» Task requirements:
Filter the listing for lines containing "Митрофаньевское".

» Record set:
====================

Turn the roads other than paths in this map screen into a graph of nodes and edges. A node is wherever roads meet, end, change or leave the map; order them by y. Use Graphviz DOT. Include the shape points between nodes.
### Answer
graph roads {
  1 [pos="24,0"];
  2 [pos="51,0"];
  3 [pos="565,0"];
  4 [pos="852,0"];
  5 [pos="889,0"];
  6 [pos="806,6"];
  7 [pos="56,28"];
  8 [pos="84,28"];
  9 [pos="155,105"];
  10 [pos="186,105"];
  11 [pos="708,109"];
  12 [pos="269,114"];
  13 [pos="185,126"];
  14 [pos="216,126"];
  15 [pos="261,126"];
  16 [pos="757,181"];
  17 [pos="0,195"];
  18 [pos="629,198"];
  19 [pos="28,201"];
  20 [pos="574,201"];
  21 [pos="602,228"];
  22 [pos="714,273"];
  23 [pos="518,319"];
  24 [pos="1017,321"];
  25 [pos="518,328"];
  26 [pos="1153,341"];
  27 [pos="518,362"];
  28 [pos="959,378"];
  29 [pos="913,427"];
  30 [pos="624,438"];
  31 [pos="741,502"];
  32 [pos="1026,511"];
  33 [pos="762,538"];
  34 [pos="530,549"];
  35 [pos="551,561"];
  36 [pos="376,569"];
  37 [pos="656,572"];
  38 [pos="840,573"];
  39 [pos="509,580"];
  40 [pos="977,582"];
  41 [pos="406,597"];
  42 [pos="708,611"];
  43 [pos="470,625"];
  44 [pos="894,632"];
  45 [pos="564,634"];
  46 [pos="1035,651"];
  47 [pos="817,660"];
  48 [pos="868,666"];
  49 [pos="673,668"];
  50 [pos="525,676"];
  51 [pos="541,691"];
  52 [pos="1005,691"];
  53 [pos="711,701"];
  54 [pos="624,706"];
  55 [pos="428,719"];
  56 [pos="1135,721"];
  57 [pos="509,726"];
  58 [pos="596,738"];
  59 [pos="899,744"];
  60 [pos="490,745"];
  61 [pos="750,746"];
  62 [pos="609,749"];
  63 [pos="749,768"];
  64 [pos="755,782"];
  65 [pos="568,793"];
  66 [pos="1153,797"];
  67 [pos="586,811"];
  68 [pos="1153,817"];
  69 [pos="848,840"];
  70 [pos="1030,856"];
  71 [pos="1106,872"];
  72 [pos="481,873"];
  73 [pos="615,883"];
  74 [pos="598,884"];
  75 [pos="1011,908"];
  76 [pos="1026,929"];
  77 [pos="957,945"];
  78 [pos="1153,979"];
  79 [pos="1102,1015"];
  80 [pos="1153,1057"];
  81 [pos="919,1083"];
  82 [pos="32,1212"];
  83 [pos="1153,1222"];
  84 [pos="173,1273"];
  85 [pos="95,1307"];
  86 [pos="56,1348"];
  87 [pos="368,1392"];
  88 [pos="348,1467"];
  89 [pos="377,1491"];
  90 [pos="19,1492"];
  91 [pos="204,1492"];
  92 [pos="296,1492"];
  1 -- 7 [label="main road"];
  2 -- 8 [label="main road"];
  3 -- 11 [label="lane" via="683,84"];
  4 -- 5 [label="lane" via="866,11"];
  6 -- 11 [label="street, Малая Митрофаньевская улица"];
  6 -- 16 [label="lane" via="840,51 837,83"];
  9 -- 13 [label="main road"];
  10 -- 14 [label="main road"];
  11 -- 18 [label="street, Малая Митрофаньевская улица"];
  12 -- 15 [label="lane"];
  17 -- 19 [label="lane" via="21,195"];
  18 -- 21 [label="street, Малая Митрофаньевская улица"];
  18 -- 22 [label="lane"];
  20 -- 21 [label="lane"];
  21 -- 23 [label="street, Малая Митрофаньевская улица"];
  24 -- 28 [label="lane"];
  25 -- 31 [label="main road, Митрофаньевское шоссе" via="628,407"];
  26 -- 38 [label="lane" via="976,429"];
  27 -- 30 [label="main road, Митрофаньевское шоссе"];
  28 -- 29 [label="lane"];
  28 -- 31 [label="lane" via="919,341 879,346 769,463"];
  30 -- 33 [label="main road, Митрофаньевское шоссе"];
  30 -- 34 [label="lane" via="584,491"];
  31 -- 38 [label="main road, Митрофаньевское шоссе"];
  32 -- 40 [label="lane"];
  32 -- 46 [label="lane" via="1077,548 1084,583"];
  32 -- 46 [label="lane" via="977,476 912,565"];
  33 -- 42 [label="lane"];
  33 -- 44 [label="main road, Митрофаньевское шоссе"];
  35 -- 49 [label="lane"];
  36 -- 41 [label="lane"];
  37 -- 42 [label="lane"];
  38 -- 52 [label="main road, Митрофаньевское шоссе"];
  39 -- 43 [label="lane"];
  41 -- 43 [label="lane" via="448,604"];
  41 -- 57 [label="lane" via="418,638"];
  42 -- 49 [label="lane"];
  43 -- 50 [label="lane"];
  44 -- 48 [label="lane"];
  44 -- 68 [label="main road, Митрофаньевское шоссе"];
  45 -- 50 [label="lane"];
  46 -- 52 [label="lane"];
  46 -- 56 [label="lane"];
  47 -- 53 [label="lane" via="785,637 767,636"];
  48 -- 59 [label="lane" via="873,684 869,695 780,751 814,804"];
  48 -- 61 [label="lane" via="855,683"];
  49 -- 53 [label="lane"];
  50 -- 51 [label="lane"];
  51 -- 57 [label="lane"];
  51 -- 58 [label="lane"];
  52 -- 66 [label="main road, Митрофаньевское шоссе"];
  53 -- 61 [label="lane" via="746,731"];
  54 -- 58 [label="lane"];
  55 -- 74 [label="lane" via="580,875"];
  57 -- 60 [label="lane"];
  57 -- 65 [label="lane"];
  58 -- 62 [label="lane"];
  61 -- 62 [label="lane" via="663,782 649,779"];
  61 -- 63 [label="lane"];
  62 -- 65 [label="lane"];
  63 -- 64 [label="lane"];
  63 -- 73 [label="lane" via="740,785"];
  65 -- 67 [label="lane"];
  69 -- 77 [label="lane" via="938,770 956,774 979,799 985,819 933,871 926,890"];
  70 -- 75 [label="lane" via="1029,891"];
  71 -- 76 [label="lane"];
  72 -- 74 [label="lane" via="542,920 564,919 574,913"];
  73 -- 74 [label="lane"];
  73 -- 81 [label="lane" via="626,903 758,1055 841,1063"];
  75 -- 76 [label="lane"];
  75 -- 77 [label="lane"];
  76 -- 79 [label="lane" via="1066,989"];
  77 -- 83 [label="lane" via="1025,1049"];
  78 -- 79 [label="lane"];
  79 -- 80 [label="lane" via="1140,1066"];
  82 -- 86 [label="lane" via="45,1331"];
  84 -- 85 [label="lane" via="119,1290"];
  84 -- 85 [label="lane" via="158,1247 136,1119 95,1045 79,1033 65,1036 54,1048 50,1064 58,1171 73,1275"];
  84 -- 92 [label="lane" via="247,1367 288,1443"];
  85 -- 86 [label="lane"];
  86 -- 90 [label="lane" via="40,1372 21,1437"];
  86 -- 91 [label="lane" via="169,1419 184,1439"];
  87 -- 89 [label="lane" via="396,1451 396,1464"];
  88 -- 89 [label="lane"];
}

====================

» Solution to this problem:
  25 -- 31 [label="main road, Митрофаньевское шоссе" via="628,407"];
  27 -- 30 [label="main road, Митрофаньевское шоссе"];
  30 -- 33 [label="main road, Митрофаньевское шоссе"];
  31 -- 38 [label="main road, Митрофаньевское шоссе"];
  33 -- 44 [label="main road, Митрофаньевское шоссе"];
  38 -- 52 [label="main road, Митрофаньевское шоссе"];
  44 -- 68 [label="main road, Митрофаньевское шоссе"];
  52 -- 66 [label="main road, Митрофаньевское шоссе"];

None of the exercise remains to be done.